## Required work
Scan the records below for lines with the word "Carpenter", then state how many you find and nothing else.

## Recorded data
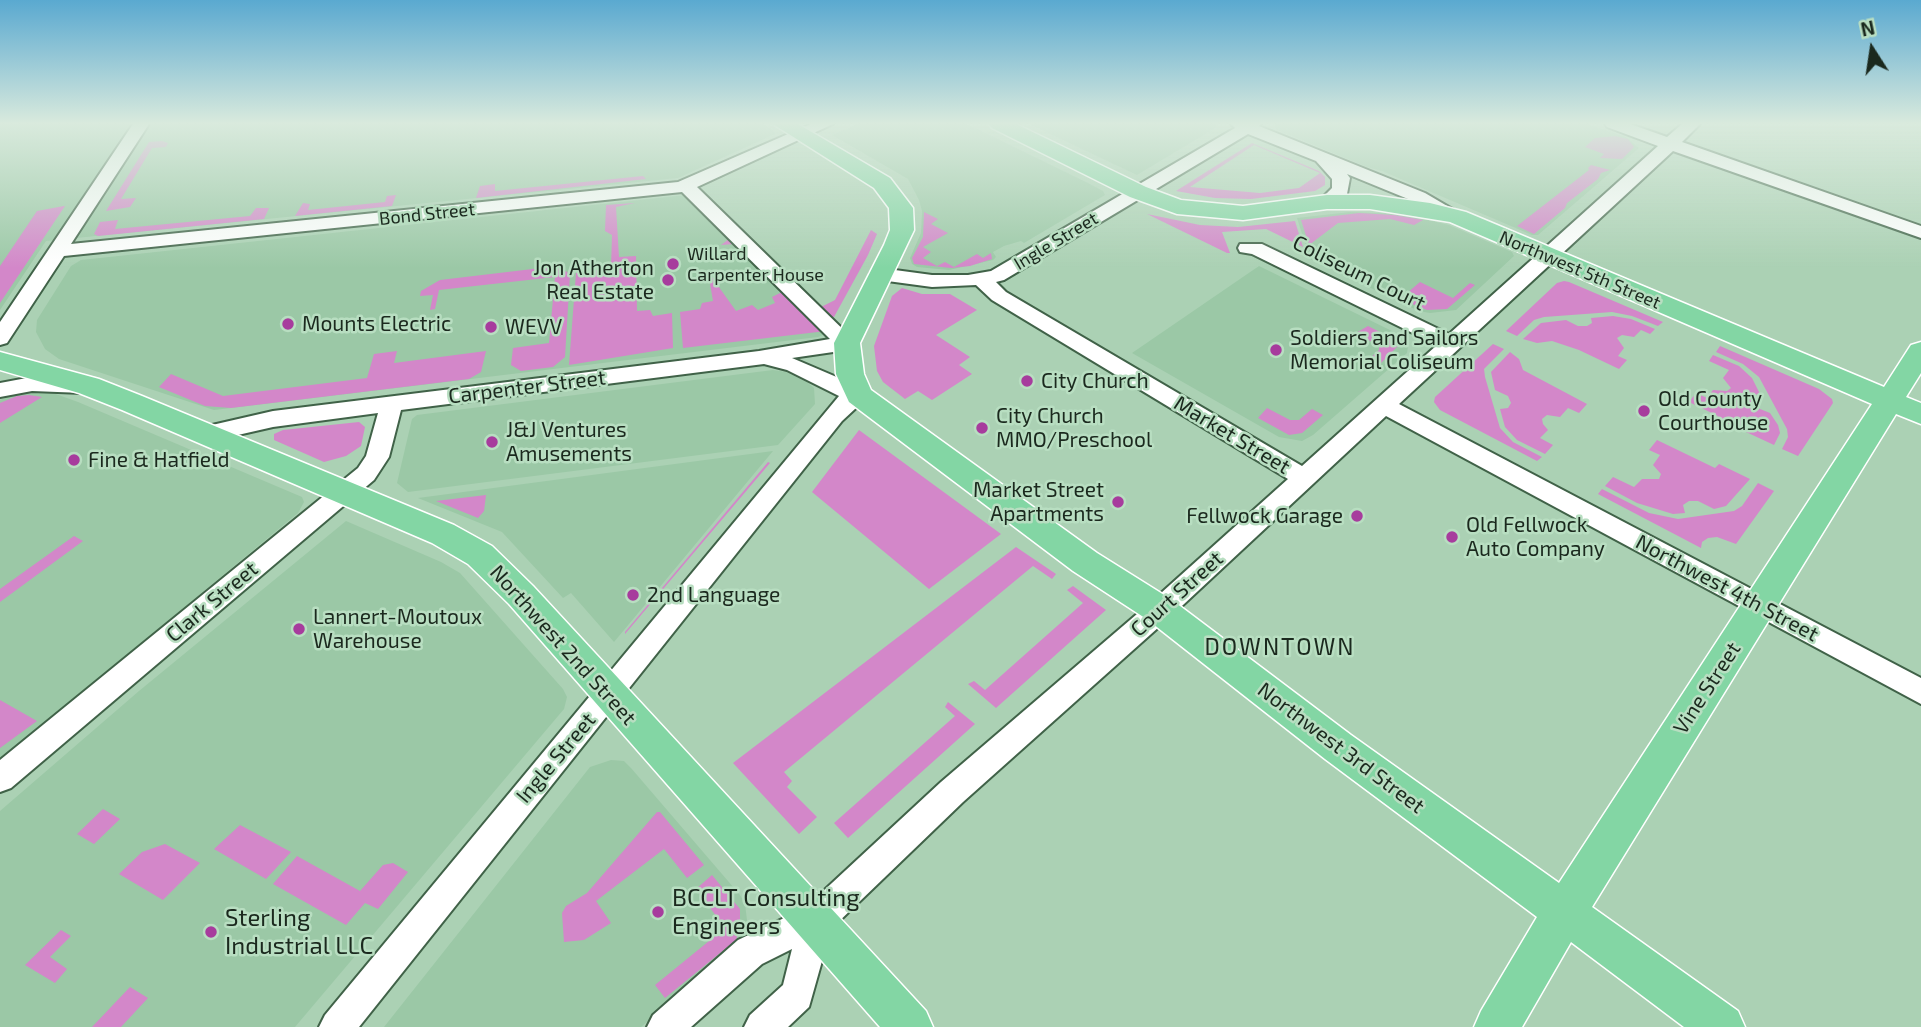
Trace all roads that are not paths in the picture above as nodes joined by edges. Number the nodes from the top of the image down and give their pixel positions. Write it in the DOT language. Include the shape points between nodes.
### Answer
graph roads {
  1 [pos="109,172"];
  2 [pos="713,172"];
  3 [pos="865,172"];
  4 [pos="1097,172"];
  5 [pos="1170,172"];
  6 [pos="1335,172"];
  7 [pos="1355,172"];
  8 [pos="1638,172"];
  9 [pos="1749,172"];
  10 [pos="686,186"];
  11 [pos="1138,192"];
  12 [pos="1327,202"];
  13 [pos="1458,218"];
  14 [pos="1921,232"];
  15 [pos="1247,248"];
  16 [pos="57,251"];
  17 [pos="1546,256"];
  18 [pos="880,274"];
  19 [pos="982,280"];
  20 [pos="0,338"];
  21 [pos="847,343"];
  22 [pos="1451,343"];
  23 [pos="1921,351"];
  24 [pos="761,358"];
  25 [pos="0,361"];
  26 [pos="89,386"];
  27 [pos="0,390"];
  28 [pos="859,395"];
  29 [pos="1890,401"];
  30 [pos="392,404"];
  31 [pos="1383,405"];
  32 [pos="1921,414"];
  33 [pos="207,434"];
  34 [pos="1304,478"];
  35 [pos="343,493"];
  36 [pos="1760,606"];
  37 [pos="1160,610"];
  38 [pos="1921,692"];
  39 [pos="609,694"];
  40 [pos="0,778"];
  41 [pos="1564,913"];
  42 [pos="817,920"];
  43 [pos="337,1027"];
  44 [pos="665,1027"];
  45 [pos="762,1027"];
  46 [pos="910,1027"];
  47 [pos="1497,1027"];
  48 [pos="1722,1027"];
  1 -- 16 [label="street"];
  2 -- 10 [label="street, Bond Street"];
  3 -- 18 [label="main road" via="894,195 901,208 902,230"];
  4 -- 11 [label="main road"];
  5 -- 11 [label="street, Ingle Street"];
  6 -- 12 [label="street" via="1341,178 1341,190"];
  7 -- 13 [label="street, Northwest 5th Street"];
  8 -- 17 [label="street, Court Street"];
  9 -- 14 [label="street"];
  10 -- 16 [label="street, Bond Street"];
  10 -- 21 [label="street"];
  11 -- 12 [label="main road" via="1170,205 1220,212"];
  11 -- 19 [label="street, Ingle Street" via="1011,269"];
  12 -- 13 [label="main road" via="1398,205"];
  13 -- 17 [label="main road, Northwest 5th Street"];
  15 -- 22 [label="street, Coliseum Court"];
  16 -- 20 [label="street"];
  17 -- 22 [label="street, Court Street"];
  17 -- 29 [label="main road, Northwest 5th Street"];
  18 -- 19 [label="street, Ingle Street" via="932,281"];
  18 -- 21 [label="main road"];
  19 -- 34 [label="street, Market Street" via="999,296"];
  21 -- 24 [label="street, Carpenter Street"];
  21 -- 28 [label="main road" via="850,373"];
  22 -- 31 [label="street, Court Street"];
  23 -- 29 [label="main road, Vine Street"];
  24 -- 28 [label="street, Northwest 3rd Street" via="793,365"];
  24 -- 30 [label="street, Carpenter Street"];
  25 -- 26 [label="main road, Northwest 2nd Street"];
  26 -- 27 [label="street" via="32,384"];
  26 -- 33 [label="main road, Northwest 2nd Street"];
  28 -- 37 [label="main road, Northwest 3rd Street" via="1085,562"];
  28 -- 39 [label="street, Ingle Street" via="834,416"];
  29 -- 32 [label="main road, Northwest 5th Street"];
  29 -- 36 [label="main road, Vine Street"];
  30 -- 33 [label="street, Carpenter Street" via="273,419"];
  30 -- 35 [label="street, Clark Street" via="372,466"];
  31 -- 34 [label="street, Court Street"];
  31 -- 36 [label="street, Northwest 4th Street"];
  33 -- 35 [label="main road, Northwest 2nd Street"];
  34 -- 37 [label="street, Court Street"];
  35 -- 39 [label="main road, Northwest 2nd Street" via="443,534 480,555"];
  35 -- 40 [label="street, Clark Street"];
  36 -- 38 [label="street, Northwest 4th Street"];
  36 -- 41 [label="main road, Vine Street"];
  37 -- 41 [label="main road, Northwest 3rd Street"];
  37 -- 42 [label="street, Court Street" via="982,765"];
  39 -- 42 [label="main road, Northwest 2nd Street"];
  39 -- 43 [label="street, Ingle Street"];
  41 -- 47 [label="main road, Vine Street"];
  41 -- 48 [label="main road, Northwest 3rd Street"];
  42 -- 44 [label="street, Court Street" via="750,953"];
  42 -- 45 [label="street" via="797,995"];
  42 -- 46 [label="main road, Northwest 2nd Street"];
}
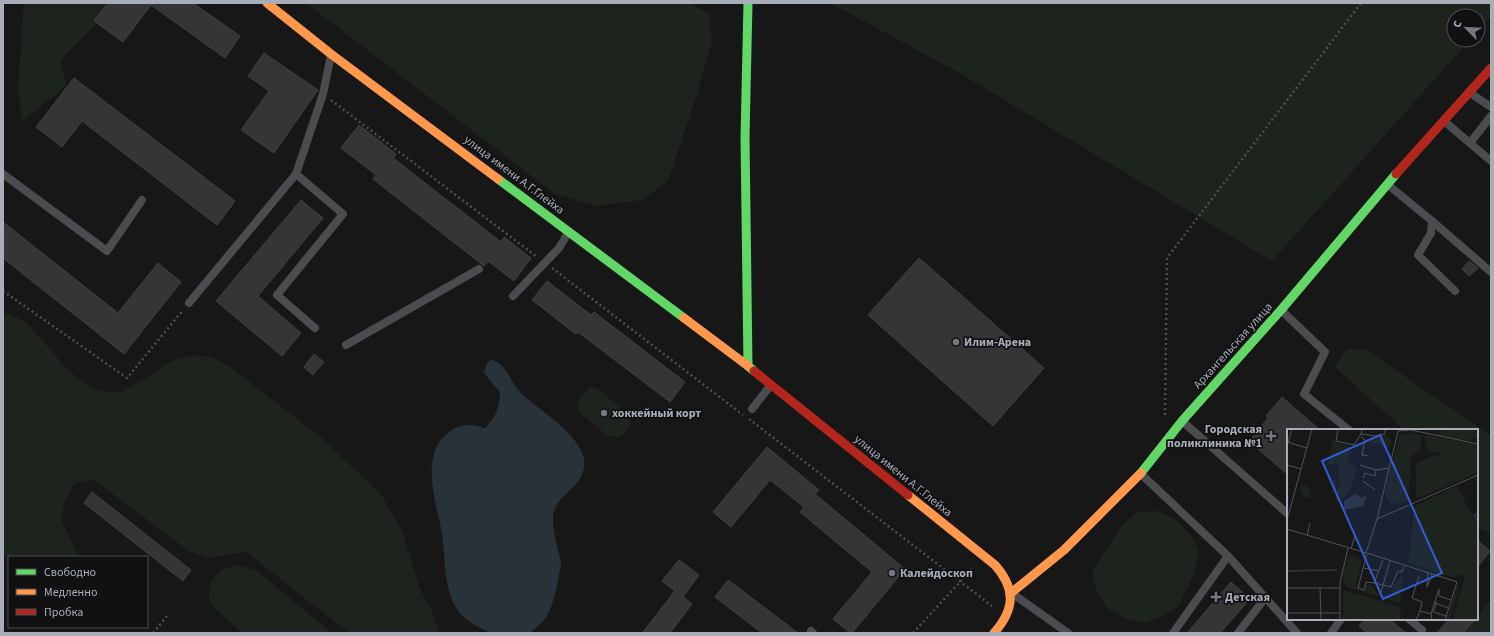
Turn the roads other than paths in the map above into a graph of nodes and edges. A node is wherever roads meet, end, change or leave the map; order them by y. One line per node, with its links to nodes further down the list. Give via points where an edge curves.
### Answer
1 (267, 3): 3 (street, улица имени А.Г.Глейха)
2 (748, 3): 25 (street, via 745,137)
3 (331, 54): 12 (lane, via 323,94); 16 (street, улица имени А.Г.Глейха)
4 (1491, 68): 5 (street, Архангельская улица)
5 (1469, 93): 6 (lane); 8 (street, Архангельская улица)
6 (1491, 107)
7 (1491, 116): 9 (lane)
8 (1443, 121): 9 (lane); 13 (street, Архангельская улица)
9 (1470, 143): 10 (lane)
10 (1491, 161)
11 (3, 174): 14 (lane, via 107,251)
12 (296, 174): 21 (lane); 23 (lane, via 343,214 277,295)
13 (1387, 184): 15 (lane); 22 (street, Архангельская улица)
14 (142, 200)
15 (1432, 221): 18 (lane); 19 (lane, via 1431,233 1418,255)
16 (569, 232): 20 (lane, via 559,248); 25 (street, улица имени А.Г.Глейха)
17 (479, 269): 24 (lane)
18 (1491, 272)
19 (1455, 291)
20 (513, 296)
21 (189, 303)
22 (1281, 310): 28 (street, Архангельская улица); 29 (lane, via 1325,352 1304,394)
23 (315, 328)
24 (346, 345)
25 (748, 366): 26 (street, улица имени А.Г.Глейха)
26 (771, 384): 27 (lane); 33 (street, улица имени А.Г.Глейха, via 984,555 1002,571)
27 (752, 409)
28 (1182, 421): 30 (street, Архангельская улица); 31 (lane)
29 (1348, 429)
30 (1140, 474): 32 (lane); 33 (street, Архангельская улица, via 1064,550)
31 (1287, 513)
32 (1228, 556): 34 (lane); 40 (lane)
33 (1011, 593): 38 (street, via 1007,618); 39 (lane)
34 (1266, 597): 41 (lane); 42 (lane)
35 (1340, 620): 43 (lane)
36 (1410, 620): 37 (lane)
37 (1422, 630)
38 (994, 633)
39 (1068, 633)
40 (1174, 633)
41 (1238, 633)
42 (1297, 633)
43 (1331, 633)

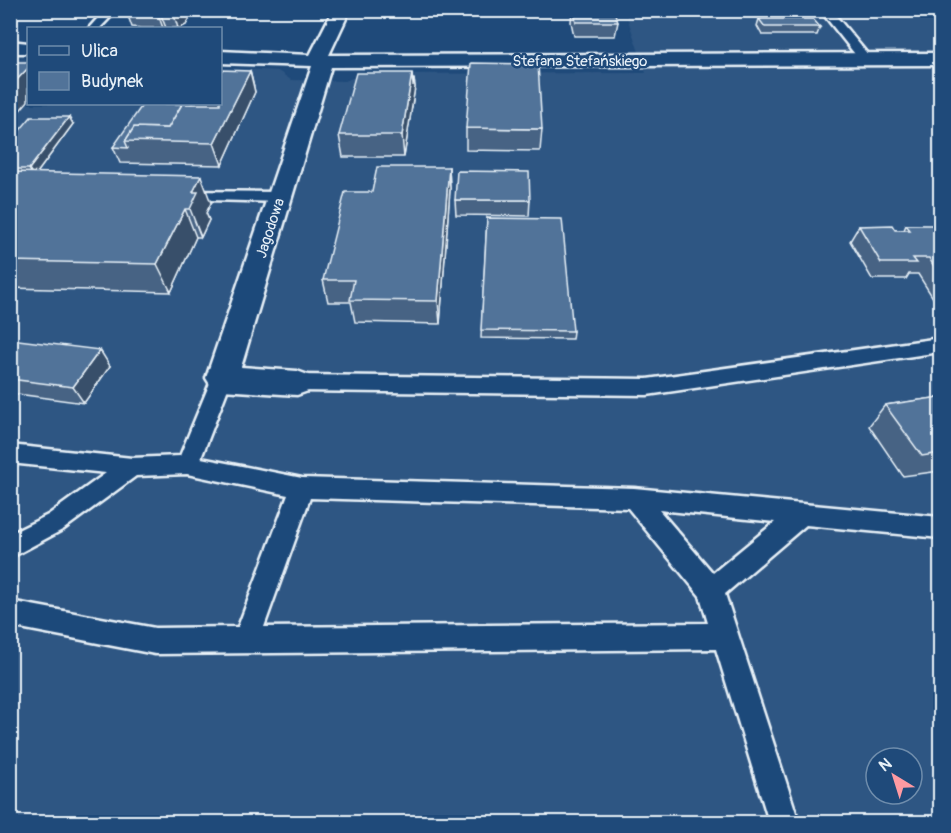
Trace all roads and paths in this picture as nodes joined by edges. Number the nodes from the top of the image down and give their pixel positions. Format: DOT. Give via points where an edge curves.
graph roads {
  1 [pos="112,10"];
  2 [pos="342,10"];
  3 [pos="825,10"];
  4 [pos="95,27"];
  5 [pos="10,47"];
  6 [pos="27,48"];
  7 [pos="222,57"];
  8 [pos="940,59"];
  9 [pos="866,60"];
  10 [pos="320,61"];
  11 [pos="162,196"];
  12 [pos="280,197"];
  13 [pos="940,345"];
  14 [pos="222,378"];
  15 [pos="297,383"];
  16 [pos="10,454"];
  17 [pos="187,465"];
  18 [pos="132,467"];
  19 [pos="302,488"];
  20 [pos="634,498"];
  21 [pos="801,515"];
  22 [pos="940,528"];
  23 [pos="10,547"];
  24 [pos="711,590"];
  25 [pos="10,613"];
  26 [pos="725,636"];
  27 [pos="246,640"];
  28 [pos="784,822"];
  1 -- 4 [label="lane"];
  2 -- 10 [label="street, Jagodowa" via="321,51"];
  3 -- 9 [label="lane"];
  5 -- 6 [label="street"];
  7 -- 10 [label="street, Stefana Stefańskiego"];
  8 -- 9 [label="street, Stefana Stefańskiego"];
  9 -- 10 [label="street, Stefana Stefańskiego"];
  10 -- 12 [label="street, Jagodowa" via="322,66"];
  11 -- 12 [label="lane"];
  12 -- 14 [label="street, Jagodowa"];
  13 -- 15 [label="lane" via="647,387"];
  14 -- 15 [label="street"];
  14 -- 17 [label="lane"];
  16 -- 18 [label="lane"];
  17 -- 18 [label="lane"];
  17 -- 19 [label="lane"];
  18 -- 23 [label="lane" via="56,522"];
  19 -- 20 [label="lane"];
  19 -- 27 [label="lane"];
  20 -- 21 [label="lane"];
  20 -- 24 [label="lane"];
  21 -- 22 [label="lane"];
  21 -- 24 [label="lane"];
  24 -- 26 [label="lane"];
  25 -- 27 [label="lane" via="155,641"];
  26 -- 27 [label="lane"];
  26 -- 28 [label="lane"];
}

## Written answer
3